His new, acclaimed and highly anticipated climate novel, Solar was released in March 2010, inspired by his voyage to the Arctic with Cape Farewell.

Ian was born in 1948 in Aldershot, England. He studied at the University of Sussex, where he received a BA degree in English Literature in 1970. While completing his MA degree in English Literature at the University of East Anglia, he took a creative writing course taught by the novelists Malcolm Bradbury and Angus Wilson.

Ian's works have earned him worldwide critical acclaim. Among them are the Somerset Maugham Award in 1976 for his first collection of short stories First Love, Last Rites; Whitbread Novel Award (1987) and Prix Fémina Etranger (1993) for The Child in Time; and Germany's Shakespeare Prize in 1999.

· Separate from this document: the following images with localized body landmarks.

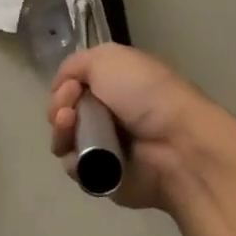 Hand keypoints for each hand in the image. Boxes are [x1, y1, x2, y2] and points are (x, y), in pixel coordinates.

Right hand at [47, 45, 235, 211]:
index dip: (64, 85)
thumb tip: (62, 86)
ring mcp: (106, 147)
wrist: (176, 144)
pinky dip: (74, 161)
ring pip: (65, 140)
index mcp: (115, 85)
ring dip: (61, 132)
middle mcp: (109, 114)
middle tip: (68, 111)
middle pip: (64, 112)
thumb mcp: (108, 57)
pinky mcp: (105, 178)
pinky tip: (84, 155)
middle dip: (59, 108)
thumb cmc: (145, 93)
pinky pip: (76, 169)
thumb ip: (75, 64)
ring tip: (70, 128)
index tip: (71, 87)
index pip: (74, 85) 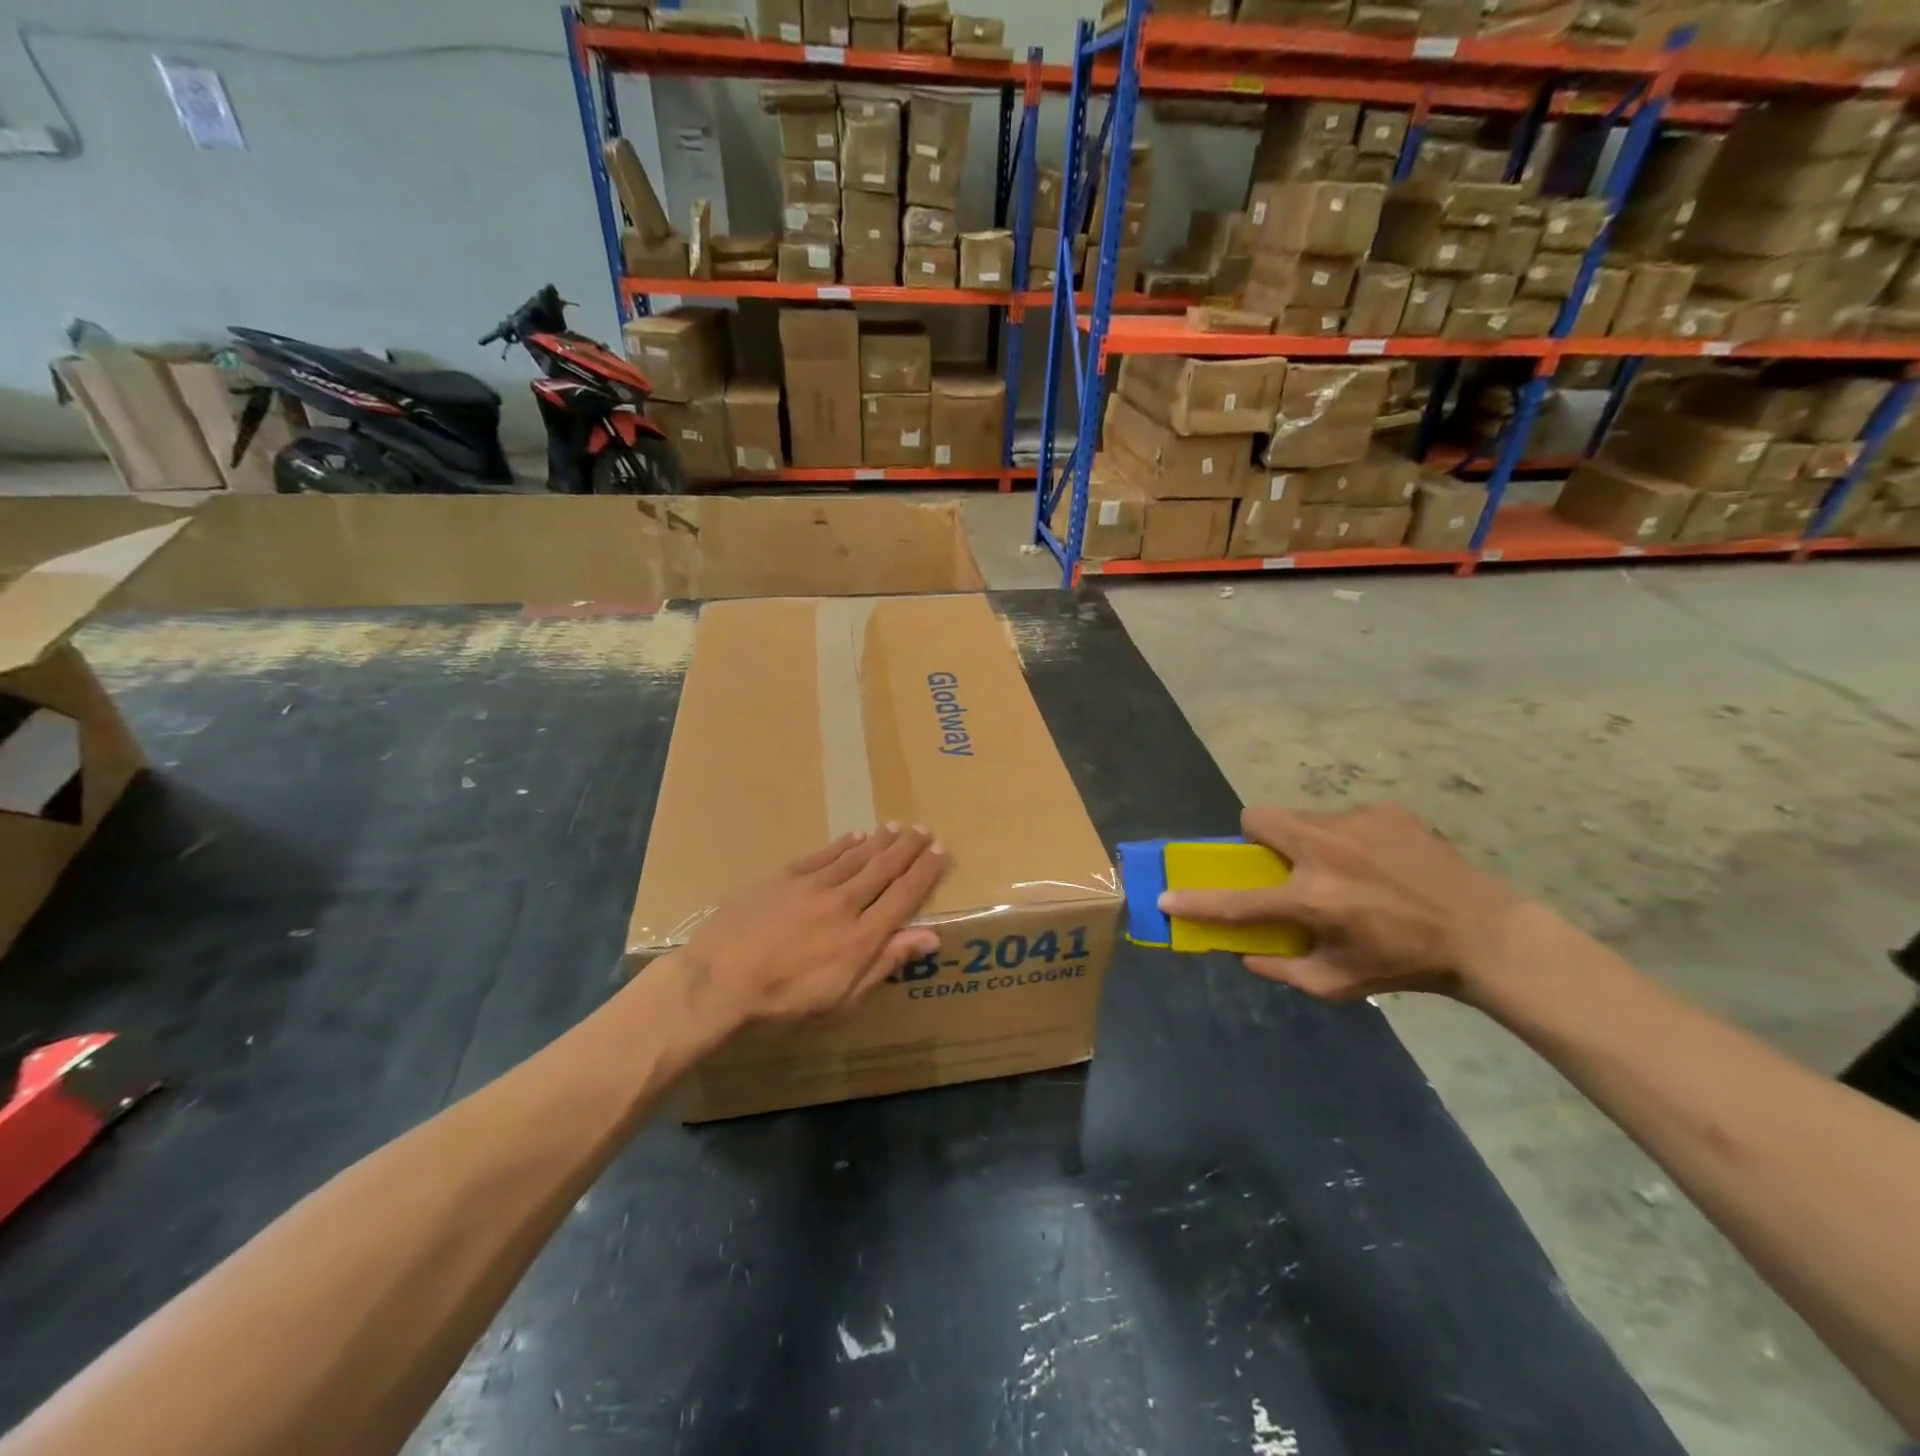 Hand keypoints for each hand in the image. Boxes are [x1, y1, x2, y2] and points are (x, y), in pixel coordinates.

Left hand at [674, 825, 947, 1031]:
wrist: (717, 983)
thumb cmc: (781, 1004)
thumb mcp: (841, 1000)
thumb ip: (885, 963)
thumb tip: (930, 937)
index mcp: (861, 937)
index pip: (903, 897)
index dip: (925, 873)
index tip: (941, 852)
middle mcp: (844, 904)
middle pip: (883, 869)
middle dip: (907, 848)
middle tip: (925, 829)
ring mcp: (812, 886)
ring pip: (856, 856)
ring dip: (879, 841)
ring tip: (897, 826)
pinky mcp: (783, 878)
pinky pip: (822, 855)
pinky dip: (842, 845)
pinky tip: (855, 836)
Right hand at [1158, 803, 1528, 1004]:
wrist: (1485, 933)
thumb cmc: (1406, 964)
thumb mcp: (1340, 984)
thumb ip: (1283, 970)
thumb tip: (1243, 954)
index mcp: (1313, 898)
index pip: (1237, 900)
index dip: (1197, 901)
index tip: (1167, 896)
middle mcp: (1326, 850)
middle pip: (1258, 818)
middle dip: (1256, 839)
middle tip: (1279, 865)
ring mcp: (1356, 823)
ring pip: (1302, 817)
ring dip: (1304, 840)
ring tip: (1342, 868)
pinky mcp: (1385, 811)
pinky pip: (1344, 818)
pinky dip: (1347, 839)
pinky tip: (1379, 863) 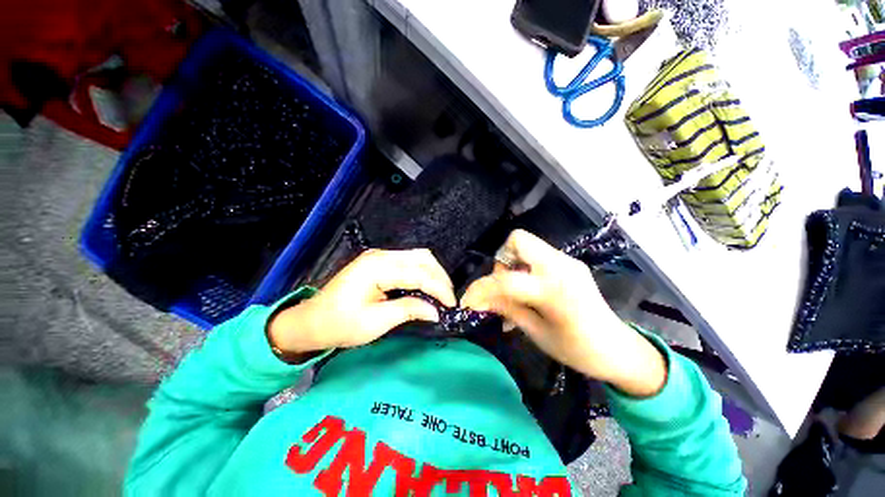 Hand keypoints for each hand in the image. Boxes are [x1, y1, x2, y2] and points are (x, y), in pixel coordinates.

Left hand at [268, 249, 455, 358]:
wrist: (312, 321)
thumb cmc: (340, 324)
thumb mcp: (375, 322)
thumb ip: (408, 310)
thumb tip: (436, 311)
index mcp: (376, 268)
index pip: (418, 273)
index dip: (438, 288)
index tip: (452, 305)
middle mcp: (381, 255)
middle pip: (422, 258)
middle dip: (440, 278)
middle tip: (449, 300)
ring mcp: (380, 256)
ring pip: (418, 257)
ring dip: (433, 273)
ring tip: (441, 293)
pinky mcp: (380, 262)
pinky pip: (409, 262)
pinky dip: (423, 273)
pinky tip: (427, 286)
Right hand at [461, 230, 666, 396]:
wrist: (619, 349)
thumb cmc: (577, 350)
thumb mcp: (536, 333)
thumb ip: (506, 309)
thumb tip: (478, 301)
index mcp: (554, 290)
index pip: (505, 279)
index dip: (481, 288)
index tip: (468, 300)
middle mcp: (560, 266)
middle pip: (518, 240)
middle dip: (501, 260)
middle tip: (501, 285)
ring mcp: (567, 261)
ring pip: (527, 245)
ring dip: (512, 265)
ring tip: (514, 292)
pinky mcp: (570, 263)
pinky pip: (538, 256)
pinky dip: (525, 269)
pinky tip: (528, 292) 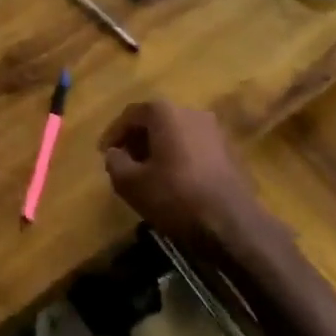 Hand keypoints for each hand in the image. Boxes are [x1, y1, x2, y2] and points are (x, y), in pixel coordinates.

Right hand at [100, 100, 267, 254]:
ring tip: (148, 174)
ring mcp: (216, 130)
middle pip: (156, 120)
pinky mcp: (230, 151)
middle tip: (124, 162)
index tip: (103, 153)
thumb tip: (116, 153)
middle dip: (137, 140)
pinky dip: (180, 158)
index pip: (131, 114)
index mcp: (166, 113)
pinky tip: (174, 181)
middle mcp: (192, 112)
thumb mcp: (130, 183)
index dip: (114, 133)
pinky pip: (195, 147)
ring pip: (177, 134)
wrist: (232, 223)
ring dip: (159, 149)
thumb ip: (114, 162)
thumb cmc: (175, 196)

He has been shortlisted for the Booker Prize for Fiction three times, winning the award for Amsterdam in 1998. His novel Atonement received the WH Smith Literary Award (2002), National Book Critics' Circle Fiction Award (2003), Los Angeles Times Prize for Fiction (2003), and the Santiago Prize for the European Novel (2004). In 2006, he won the James Tait Black Memorial Prize for his novel Saturday. His latest novel, On Chesil Beach, was long-listed for the Man Booker Prize (2007).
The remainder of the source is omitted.